The Dutch Labour Party has supported almost all of the government’s recent social cuts. Withdrawing its support for the Dutch military mission in Afghanistan (the cause of the fall of the government, two weeks ago) was not a matter of political conviction (the Labour leaders agreed to an extension of the mission previously) but was an attempt to save Labour from serious political defeat. The Green Left party, which picked up some extra support in the local elections, supported government environmental measures but was in favour of giving employers more legislation to fire workers and to increase the retirement age.

For working people and youth neither the Green Left nor Labour have anything to offer.

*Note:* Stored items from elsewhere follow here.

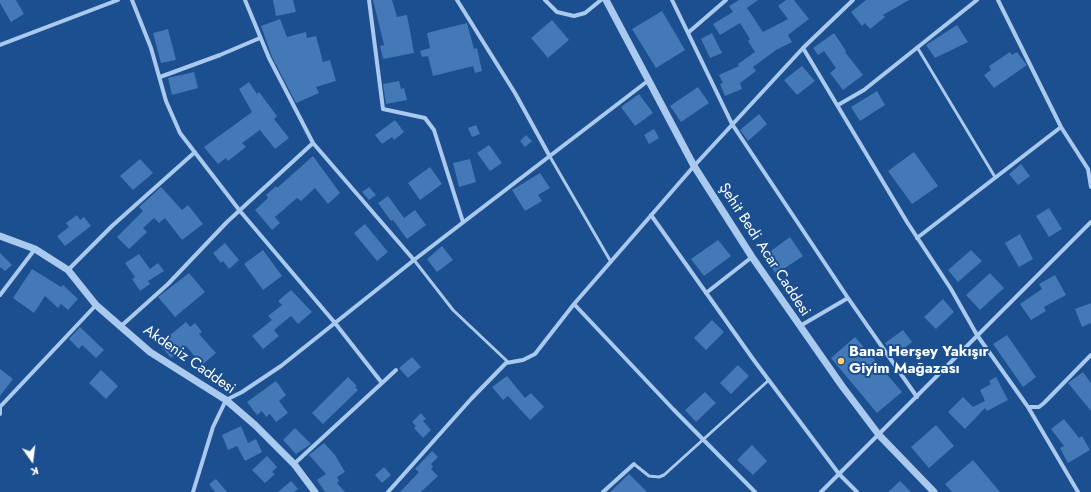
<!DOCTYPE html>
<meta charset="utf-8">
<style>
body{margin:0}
#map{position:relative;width:1091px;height:492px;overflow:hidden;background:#1b4f8f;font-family:Jost,sans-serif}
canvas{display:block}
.north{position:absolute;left:12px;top:440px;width:40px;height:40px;-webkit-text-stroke:3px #1b4f8f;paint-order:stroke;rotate:166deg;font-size:11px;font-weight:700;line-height:16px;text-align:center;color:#fff}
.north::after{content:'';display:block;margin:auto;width:14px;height:18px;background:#fff;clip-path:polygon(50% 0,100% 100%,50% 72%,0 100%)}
</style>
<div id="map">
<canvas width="1091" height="492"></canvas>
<div class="north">K</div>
</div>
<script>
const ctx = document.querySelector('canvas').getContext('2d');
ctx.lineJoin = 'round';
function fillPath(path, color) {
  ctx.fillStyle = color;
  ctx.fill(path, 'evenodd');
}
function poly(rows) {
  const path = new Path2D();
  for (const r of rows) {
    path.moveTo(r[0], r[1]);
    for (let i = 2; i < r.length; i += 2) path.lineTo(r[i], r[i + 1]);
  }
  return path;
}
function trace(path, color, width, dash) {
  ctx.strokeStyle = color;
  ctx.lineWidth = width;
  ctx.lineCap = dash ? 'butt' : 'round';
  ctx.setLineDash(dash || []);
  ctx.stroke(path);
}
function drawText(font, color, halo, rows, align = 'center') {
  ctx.font = font + ' Jost,sans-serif';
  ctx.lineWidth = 4;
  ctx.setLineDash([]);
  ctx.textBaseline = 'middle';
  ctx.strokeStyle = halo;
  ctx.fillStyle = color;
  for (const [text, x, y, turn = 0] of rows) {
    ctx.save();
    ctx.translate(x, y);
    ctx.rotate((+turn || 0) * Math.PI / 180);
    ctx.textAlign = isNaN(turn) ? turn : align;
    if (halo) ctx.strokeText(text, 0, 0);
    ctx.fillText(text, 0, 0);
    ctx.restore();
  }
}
fillPath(poly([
 [0,0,16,0,24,14,11,22,0,3],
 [273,0,293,0,296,12,276,16],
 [373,0,392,0,397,17,407,15,414,53,383,59,380,46,384,45],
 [739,0,758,0,747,8,763,32,788,19,778,6,786,0,794,0,809,19,788,35,792,42,776,50,753,67,756,71,740,83,742,89,725,96,720,84,723,83,719,75,739,66,738,64,755,52,748,41,750,39,740,23,720,35,713,24,733,12,729,6],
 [866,0,909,0,883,15,885,17,870,29,865,23,862,26,851,12],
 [662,11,685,50,656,68,632,29],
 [280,19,287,37,306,32,307,38,316,36,323,62,330,60,336,81,316,87,319,93,296,103,272,57,261,26],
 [552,20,569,40,548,58,531,38],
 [467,23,474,49,477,48,482,71,475,73,473,66,433,76,428,56,422,57,420,51,430,48,427,33],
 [957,25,968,42,935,58,926,45],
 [168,29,176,60,161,63,153,33],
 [712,33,722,53,710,58,701,39],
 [834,33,846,51,845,52,863,75,843,90,830,73,836,68,824,51,818,55,813,48],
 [1010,52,1012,55,1017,52,1027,65,994,88,984,75,991,70,989,66],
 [802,66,815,81,797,95,784,80],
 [194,72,198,88,172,95,168,78],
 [399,81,401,89,404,88,407,100,386,104,383,84],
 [249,82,257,94,259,92,277,116,274,119,289,138,275,149,260,130,242,143,246,147,228,161,226,158,218,164,204,147,252,112,239,89],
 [698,87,709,103,681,122,670,106],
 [877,91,885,105,860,121,851,107],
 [639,94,653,113,635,126,621,107],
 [759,114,767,124,748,141,740,130],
 [395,120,404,132,394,140,392,137,382,144,375,135],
 [476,125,480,134,472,137,468,128],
 [654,129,659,138,649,144,644,135],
 [526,135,532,141,525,147,520,141],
 [489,145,502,163,490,171,477,153],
 [914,152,938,186,912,204,888,171],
 [313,156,340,193,328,204,315,188,301,201,297,198,275,217,280,223,272,230,255,210,268,198,266,195,276,186,277,188],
 [140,159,153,173,133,190,120,176],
 [470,159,476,182,459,187,453,163],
 [1021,164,1030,176,1018,185,1009,174],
 [430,167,442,184,420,200,408,183],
 [540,173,550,188,538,195,542,201,525,211,512,190],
 [161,187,182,210,188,205,203,224,182,240,165,218,159,223,154,218,143,228,147,232,129,249,117,237,143,211,139,207],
 [369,187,376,195,369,200,362,192],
 [388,196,404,218,415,210,426,225,407,239,393,220,391,221,378,203],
 [1049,208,1062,229,1049,237,1036,216],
 [77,215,80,220,84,217,91,226,65,246,57,236,69,227,66,223],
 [365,224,388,252,377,261,354,233],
 [1020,234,1033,259,1019,267,1005,243],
 [790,237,803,256,776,274,764,256],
 [718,240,731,256,704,276,691,259],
 [225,243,239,260,229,269,223,261,221,263,213,253],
 [442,246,453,260,437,272,427,259],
 [263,250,282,276,263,290,244,264],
 [971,250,982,261,958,282,948,270],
 [0,253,12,265,5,271,0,267],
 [139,254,150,269,158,263,164,271,148,281,150,284,140,291,132,279,135,277,125,263],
 [32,269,61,287,63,285,78,299,68,310,61,304,58,308,45,296,34,313,13,298],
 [189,273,205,292,175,317,158,297],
 [990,273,1004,288,980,310,966,295],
 [1055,275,1066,295,1044,307,1046,311,1031,320,1020,304,1042,289,1039,284],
 [291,290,312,312,298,324,291,316,274,330,279,336,263,349,252,336,272,320,268,316,282,305,278,301],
 [943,299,954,312,936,329,924,317],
 [1091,303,1091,323,1082,327,1075,309],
 [712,320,724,332,706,350,694,338],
 [186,322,190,327,195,323,202,332,199,334,216,353,202,365,186,346,171,358,159,344],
 [80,327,104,350,96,358,82,345,79,349,69,339],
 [903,330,912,342,894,356,885,343],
 [1007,335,1036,377,1023,387,993,344],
 [855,337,902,392,877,413,831,358],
 [412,357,421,367,408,378,399,368],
 [738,365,749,376,731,394,720,383],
 [0,369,13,379,0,396],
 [101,370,118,386,106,399,89,383],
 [1083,372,1091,383,1091,411,1068,383],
 [507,376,525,398,531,393,544,407,530,420,508,396,503,400,492,387],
 [348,377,357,386,355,387,358,390,323,424,312,413],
 [996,377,1008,400,987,411,985,408,965,429,948,412,963,397,973,407,985,401,980,390,991,384,989,381],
 [276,381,286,395,279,401,288,413,276,422,270,414,266,417,262,411,257,415,247,402],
 [705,392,716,403,696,422,685,410],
 [421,413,426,419,423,421,431,430,423,438,414,428,416,426,412,422],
 [1064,419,1079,438,1082,436,1090,450,1068,463,1060,448,1064,446,1051,429],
 [936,425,954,446,929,468,911,447],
 [241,426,248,443,256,439,262,452,245,461,237,446,228,450,222,435],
 [295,428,311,444,296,454,283,440],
 [324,443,335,455,345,472,337,477,339,481,337,483,345,492,325,492,317,480,326,474,309,455],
 [752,445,767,461,753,475,737,460],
 [432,451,438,457,431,464,433,467,431,469,438,476,421,492,400,492,419,472,415,469],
 [267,456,277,467,272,472,275,474,265,483,252,470],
 [973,460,1000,492,952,492,945,484],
 [384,467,391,475,382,483,375,475],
 [629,474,647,492,610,492],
 [216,479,227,492,215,492,209,484],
 [291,481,298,489,294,492,278,492],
 [900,481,911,492,888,492]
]), '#4478b7');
trace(poly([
 [917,47,995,177],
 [549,155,611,262],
 [414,260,453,310,508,362],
 [634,464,649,476,659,477,664,475,769,380]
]), '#a9c9ee', 3);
trace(poly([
 [132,0,151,48,166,101,180,133,240,211,335,323,382,383,294,464],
 [245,0,269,58,313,143,414,260],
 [369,0,383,109,425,118,434,130,463,222],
 [457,0,515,93,549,155],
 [545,0,557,12,574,16,585,13,601,0],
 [672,0,732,124,848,298,917,397],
 [998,0,1061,127,1088,169,1091,187],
 [689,32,726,0],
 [0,45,118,0],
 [803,48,907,222,951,289,977,335,1028,407,1039,407,1044,403,1091,355],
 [160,77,220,55,260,38],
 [838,105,864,90,977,0],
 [651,215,753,359,839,474,857,492],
 [917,238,1061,127],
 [68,270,112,226,195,152],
 [706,293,752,257],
 [0,295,35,249],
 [574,304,673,409,755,492],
 [800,326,848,298],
 [120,327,168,284,227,222,313,143],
 [382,383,396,370],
 [1028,407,1078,492],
 [0,414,0,407,96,305],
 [193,492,213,427,226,400,242,392,281,366,414,260,649,80],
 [388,492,471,399,506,363,523,360,535,354,574,304,694,166,803,48,853,0],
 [603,492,634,464],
 [821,492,1091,222]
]), '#a9c9ee', 4);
trace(poly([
 [606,0,694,166,752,257,842,386,879,435,934,492],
 [0,236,35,249,68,270,96,305,150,352,226,400,255,425,294,464,315,492]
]), '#a9c9ee', 7);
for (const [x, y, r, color] of [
 [841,361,4,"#ffd166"]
]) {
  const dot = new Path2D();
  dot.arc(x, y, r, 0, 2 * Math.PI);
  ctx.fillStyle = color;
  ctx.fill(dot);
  trace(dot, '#1b4f8f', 1.5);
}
drawText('15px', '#fff', '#1b4f8f', [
 ["Şehit Bedi Acar Caddesi",764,250,57],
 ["Akdeniz Caddesi",189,360,35]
]);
drawText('bold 15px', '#fff', '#1b4f8f', [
 ["Bana Herşey Yakışır",849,352],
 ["Giyim Mağazası",849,369]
], 'left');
</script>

The Freedom Party (led by Geert Wilders, who visited the House of Lords in London, last week, leading to street protests) tries to divide workers along racial lines and has had some success. The lack of resistance, of organization and ideas on the left and in the unions and in the SP, and the fact that the Labour Party and the Green Lefts have nothing to offer, means a big political vacuum now exists. Who will take up workers’ interests? The Freedom Party exploits this situation. Wilders plays on frustrations of working people about a ruling elite that is determined to attack the welfare state. The Freedom Party has, to a degree and temporarily, managed to capture the general mood of anger and frustration and to win ‘protest’ votes against the main parties and establishment.

Elections results clear rejection of main parties

From the results of the local elections it is clear that most people reject the main parties. Hundreds of thousands of votes went to local-based parties and to the Freedom Party. Many voters feel they are not being taken seriously by the existing political parties. The Socialist Party received a sizeable number of votes in town where they participated for the first time, but it was not enough to offset the losses in other cities.

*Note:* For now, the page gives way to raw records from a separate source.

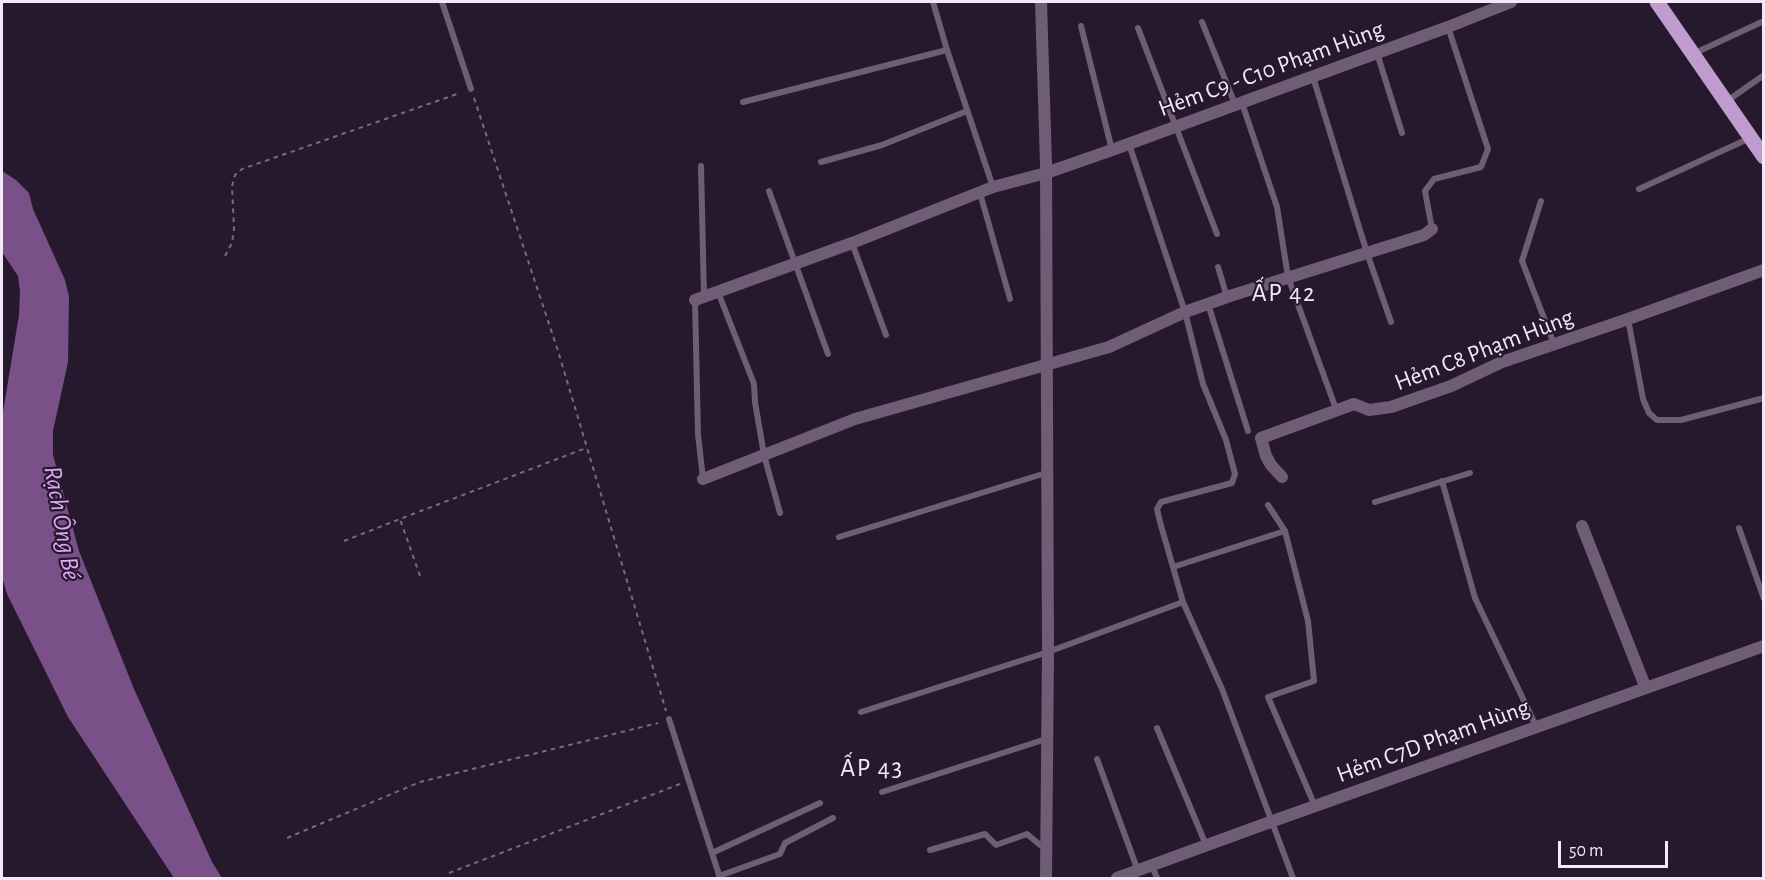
<!DOCTYPE html>
<html>
<head>
<meta charset="utf-8">
<style>
  body { margin:0 }
  #map { position:relative; width:1765px; height:880px; overflow:hidden; background:#27192d; font-family:"Alegreya Sans",sans-serif }
  canvas { display:block }
  .frame { position:absolute; inset:0; border:3px solid #f2e8f6; pointer-events:none }
  .scale { position:absolute; left:1558px; top:841px; width:110px; height:27px; box-sizing:border-box; border:3px solid #f2e8f6; border-top:0; padding-left:8px; font-size:18px; line-height:21px; white-space:nowrap; color:#f2e8f6; -webkit-text-stroke:4px #27192d; paint-order:stroke }
</style>
</head>
<body>
<div id="map">
<canvas width="1765" height="880"></canvas>
<div class="frame"></div>
<div class="scale">50 m</div>
</div>
<script>
const ctx = document.querySelector('canvas').getContext('2d');
ctx.lineJoin = 'round';
function paint(path, color) { ctx.fillStyle = color; ctx.fill(path, 'evenodd'); }
const toPath = rows => new Path2D(rows.map(r => 'M' + r).join(''));
function trace(path, color, width, dash) { ctx.strokeStyle = color; ctx.lineWidth = width; ctx.lineCap = dash ? 'butt' : 'round'; ctx.setLineDash(dash || []); ctx.stroke(path); }
function write(font, color, halo, rows, align = 'center') {
  ctx.font = font + ' "Alegreya Sans",sans-serif'; ctx.lineWidth = 4.5; ctx.setLineDash([]); ctx.textBaseline = 'middle'; ctx.strokeStyle = halo; ctx.fillStyle = color; for (const [text, x, y, turn = 0] of rows) {
    ctx.save(); ctx.translate(x, y); ctx.rotate((+turn || 0) * Math.PI / 180); ctx.textAlign = isNaN(turn) ? turn : align; if (halo) ctx.strokeText(text, 0, 0); ctx.fillText(text, 0, 0); ctx.restore();
  }
}
paint(toPath([
  [2,171,16,180,29,193,33,209,65,280,69,297,68,362,53,431,53,455,79,551,134,689,212,862,222,878,174,878,68,717,7,594,2,577,2,418,19,315,20,292,18,276,2,252]
]), '#795087');
trace(toPath([
  [474,98,558,351,666,711],
  [225,256,232,243,234,229,232,186,235,175,242,169,460,93],
  [344,541,400,519],
  [420,576,400,519,586,448],
  [287,838,420,782,658,723],
  [449,873,680,784]
]), '#776b7c', 2, [4.5, 4.5]);
trace(toPath([
  [442,2,471,89],
  [933,2,947,50,993,187],
  [1202,22,1235,104],
  [1081,26,1112,150],
  [1138,28,1217,234],
  [1377,53,1402,133],
  [1695,53,1764,21],
  [1313,77,1367,253,1391,322],
  [1727,101,1764,75],
  [743,102,947,50],
  [1242,103,1277,207,1288,277,1336,409],
  [1129,144,1185,312,1203,384,1226,440,1235,474,1232,483,1161,502,1157,509,1160,522,1183,602,1222,689,1293,878],
  [821,162,882,145,967,111],
  [701,166,704,296],
  [1639,189,1750,138],
  [769,191,828,354],
  [980,193,1010,299],
  [1541,201,1522,261,1554,344],
  [1432,229,1425,191,1434,179,1481,167,1488,149,1448,27],
  [852,243,886,335],
  [1218,267,1227,297],
  [718,292,754,384,755,402,764,455,780,513],
  [695,300,698,434,703,479],
  [1208,304,1248,431],
  [1628,319,1643,399,1649,413,1657,420,1681,420,1764,398],
  [1442,481,1475,598,1536,726],
  [1375,502,1470,473],
  [1739,528,1764,599],
  [1285,531,1308,621,1314,681,1268,697,1315,806],
  [839,537,1046,473],
  [1173,567,1285,531,1268,505],
  [861,712,1048,652,1183,602],
  [669,719,720,878],
  [1157,728,1206,845],
  [1097,759,1138,871],
  [882,792,1046,739],
  [930,850,985,834,996,845,1027,834,1046,850],
  [712,853,820,803],
  [1152,866,1157,878],
  [719,876,780,854,785,843,833,818]
]), '#6f5d76', 6);
trace(toPath([
  [1041,2,1046,164,1048,652,1046,878],
  [695,300,852,243,993,187,1046,173,1112,150,1448,27,1511,2],
  [1282,477,1271,465,1266,456,1261,438,1354,404,1369,410,1391,407,1451,386,1502,362,1628,319,1764,270],
  [703,479,855,419,1109,347,1185,312,1233,295,1424,235,1432,229],
  [1582,526,1645,686],
  [1117,878,1273,821,1764,646]
]), '#6f5d76', 12);
trace(toPath([
  [1657,2,1764,157]
]), '#c09bce', 15);
write('24px', '#f2e8f6', '#27192d', [
  ["Hẻm C9 - C10 Phạm Hùng",1271,69,-20],
  ["Hẻm C8 Phạm Hùng",1484,350,-21],
  ["Hẻm C7D Phạm Hùng",1433,741,-20]
]);
ctx.letterSpacing = '1.5px';
write('26px', '#f2e8f6', '#27192d', [
  ["ẤP 42",1284,293],
  ["ẤP 43",872,768]
]);
ctx.letterSpacing = '0px';
write('italic 26px', '#e1a5f6', '#27192d', [
  ["Rạch Ông Bé",62,523,80]
]);
</script>
</body>
</html>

A decisive period for the Socialist Party is coming up. The SP leadership has invested a lot of time and energy exploring possible coalitions with other parties. A coalition with the Labour Party or with the Green Left is not what workers need; these parties also want to bill the working class for the crisis of the profit system. On the basis of current polling, such coalitions will anyway prove impossible in numerical terms after the general election.

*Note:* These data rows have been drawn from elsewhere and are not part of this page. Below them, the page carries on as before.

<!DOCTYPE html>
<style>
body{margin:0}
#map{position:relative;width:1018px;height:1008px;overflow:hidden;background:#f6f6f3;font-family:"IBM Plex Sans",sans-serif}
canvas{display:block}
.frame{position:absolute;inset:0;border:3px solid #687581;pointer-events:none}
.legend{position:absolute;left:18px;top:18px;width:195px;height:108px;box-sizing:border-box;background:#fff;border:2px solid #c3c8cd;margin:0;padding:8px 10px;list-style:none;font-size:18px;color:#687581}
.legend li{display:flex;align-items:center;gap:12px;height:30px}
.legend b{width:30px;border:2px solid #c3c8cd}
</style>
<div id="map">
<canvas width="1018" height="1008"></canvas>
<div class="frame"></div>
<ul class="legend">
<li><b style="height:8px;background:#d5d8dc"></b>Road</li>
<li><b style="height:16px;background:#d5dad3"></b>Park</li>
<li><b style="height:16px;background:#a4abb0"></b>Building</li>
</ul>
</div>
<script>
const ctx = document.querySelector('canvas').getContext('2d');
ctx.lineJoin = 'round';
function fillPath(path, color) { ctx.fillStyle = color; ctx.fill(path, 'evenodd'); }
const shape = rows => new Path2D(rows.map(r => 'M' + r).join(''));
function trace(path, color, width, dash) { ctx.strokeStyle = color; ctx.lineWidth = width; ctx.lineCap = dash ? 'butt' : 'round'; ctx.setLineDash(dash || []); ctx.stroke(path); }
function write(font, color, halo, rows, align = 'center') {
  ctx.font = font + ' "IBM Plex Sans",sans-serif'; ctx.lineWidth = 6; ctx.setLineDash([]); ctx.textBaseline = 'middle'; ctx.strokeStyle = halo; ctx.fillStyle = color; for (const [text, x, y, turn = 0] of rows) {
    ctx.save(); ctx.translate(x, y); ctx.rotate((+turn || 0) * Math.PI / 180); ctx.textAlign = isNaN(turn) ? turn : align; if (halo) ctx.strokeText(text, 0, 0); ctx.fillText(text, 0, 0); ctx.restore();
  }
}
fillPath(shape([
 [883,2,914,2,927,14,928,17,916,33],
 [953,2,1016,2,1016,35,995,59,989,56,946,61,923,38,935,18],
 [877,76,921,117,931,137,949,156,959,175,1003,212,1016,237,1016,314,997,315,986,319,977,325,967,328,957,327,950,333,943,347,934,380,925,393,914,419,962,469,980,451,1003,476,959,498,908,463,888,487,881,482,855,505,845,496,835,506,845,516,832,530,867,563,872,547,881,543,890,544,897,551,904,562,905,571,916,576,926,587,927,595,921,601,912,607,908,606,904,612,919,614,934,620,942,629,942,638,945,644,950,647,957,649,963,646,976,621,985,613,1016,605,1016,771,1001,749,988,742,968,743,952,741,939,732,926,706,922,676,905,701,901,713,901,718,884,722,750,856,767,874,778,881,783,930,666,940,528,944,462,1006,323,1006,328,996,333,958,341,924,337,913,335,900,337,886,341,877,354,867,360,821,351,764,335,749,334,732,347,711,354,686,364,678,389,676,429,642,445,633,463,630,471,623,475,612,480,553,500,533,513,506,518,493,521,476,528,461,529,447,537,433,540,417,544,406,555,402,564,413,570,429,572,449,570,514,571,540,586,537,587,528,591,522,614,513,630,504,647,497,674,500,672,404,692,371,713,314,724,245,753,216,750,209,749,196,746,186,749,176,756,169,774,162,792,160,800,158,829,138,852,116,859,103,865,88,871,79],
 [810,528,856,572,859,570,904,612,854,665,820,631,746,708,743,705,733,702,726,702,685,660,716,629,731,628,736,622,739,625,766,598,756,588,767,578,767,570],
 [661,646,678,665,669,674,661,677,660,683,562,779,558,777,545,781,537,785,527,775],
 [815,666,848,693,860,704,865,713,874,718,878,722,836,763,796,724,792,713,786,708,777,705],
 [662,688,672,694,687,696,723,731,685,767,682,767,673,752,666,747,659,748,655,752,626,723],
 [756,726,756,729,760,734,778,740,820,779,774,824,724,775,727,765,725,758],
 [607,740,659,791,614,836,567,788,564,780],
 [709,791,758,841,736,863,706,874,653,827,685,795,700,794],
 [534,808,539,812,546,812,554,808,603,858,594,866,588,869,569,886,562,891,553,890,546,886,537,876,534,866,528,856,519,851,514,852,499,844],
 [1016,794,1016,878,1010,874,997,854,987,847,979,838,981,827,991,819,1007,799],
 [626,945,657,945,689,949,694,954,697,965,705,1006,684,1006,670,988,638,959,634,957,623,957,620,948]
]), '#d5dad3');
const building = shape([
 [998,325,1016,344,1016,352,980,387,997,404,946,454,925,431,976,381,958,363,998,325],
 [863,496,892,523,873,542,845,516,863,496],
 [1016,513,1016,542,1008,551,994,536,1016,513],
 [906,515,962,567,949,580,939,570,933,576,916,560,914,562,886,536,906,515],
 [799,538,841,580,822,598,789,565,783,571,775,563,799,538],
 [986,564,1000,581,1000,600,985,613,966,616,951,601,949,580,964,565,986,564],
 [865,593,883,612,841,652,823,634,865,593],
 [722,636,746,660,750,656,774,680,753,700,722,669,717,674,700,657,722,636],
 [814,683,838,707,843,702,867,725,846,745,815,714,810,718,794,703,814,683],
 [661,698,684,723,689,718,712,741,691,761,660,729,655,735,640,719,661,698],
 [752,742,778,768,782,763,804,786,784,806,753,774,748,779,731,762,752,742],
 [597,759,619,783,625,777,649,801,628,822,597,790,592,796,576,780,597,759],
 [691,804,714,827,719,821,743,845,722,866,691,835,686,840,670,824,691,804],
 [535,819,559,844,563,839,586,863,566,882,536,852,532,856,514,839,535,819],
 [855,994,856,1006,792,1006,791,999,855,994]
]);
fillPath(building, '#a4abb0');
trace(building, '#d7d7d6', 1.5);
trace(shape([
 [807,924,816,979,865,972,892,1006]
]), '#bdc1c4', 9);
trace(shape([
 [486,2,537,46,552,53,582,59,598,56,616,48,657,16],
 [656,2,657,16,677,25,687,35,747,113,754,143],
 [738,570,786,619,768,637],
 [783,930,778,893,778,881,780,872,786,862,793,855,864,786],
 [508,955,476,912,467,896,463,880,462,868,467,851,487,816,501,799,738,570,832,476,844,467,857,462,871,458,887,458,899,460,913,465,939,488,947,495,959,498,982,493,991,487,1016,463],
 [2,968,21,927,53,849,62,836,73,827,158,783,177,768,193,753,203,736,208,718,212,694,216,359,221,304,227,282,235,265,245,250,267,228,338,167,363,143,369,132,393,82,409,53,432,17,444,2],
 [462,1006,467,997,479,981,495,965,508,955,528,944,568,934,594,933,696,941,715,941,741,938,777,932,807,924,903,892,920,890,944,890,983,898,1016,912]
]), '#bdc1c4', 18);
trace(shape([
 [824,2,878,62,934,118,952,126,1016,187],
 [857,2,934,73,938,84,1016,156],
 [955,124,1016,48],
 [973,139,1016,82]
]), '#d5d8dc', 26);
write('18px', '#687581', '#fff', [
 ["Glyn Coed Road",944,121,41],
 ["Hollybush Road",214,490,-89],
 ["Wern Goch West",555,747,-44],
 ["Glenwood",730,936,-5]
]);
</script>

If the SP goes for a “dented shield” approach and accepts the ‘logic’ of cuts, it will go into a dangerous trap. It will become more difficult for the SP to regain its position as the ‘party of protest’, which helped the party to make important poll gains in 2005 and 2006.

The only real viable perspective for the Socialist Party, if it is to avoid another electoral defeat and a possible irreversible decline, is to aim to win support from working people, the unemployed and youth, by boldly opposing cuts and the elimination of the welfare state, and by putting forward a clear socialist alternative: jobs for all, properly funded education and health service, decent and affordable housing, opposition to war in Afghanistan and so on. Only when the big banks and main planks of the economy are taken into public ownership, under democratic control and management of working people, will the huge resources of society be employed to meet the needs of working class people. The SP must also radically change if it is to succeed; it must have open and democratic structures, if it is to attract new layers of workers and youth.

Bold socialist policies and decisive union resistance to cuts – appealing to working class unity across all ethnic and religious divisions – can cut across the poisonous lies of the Freedom Party and seriously undermine its growing support.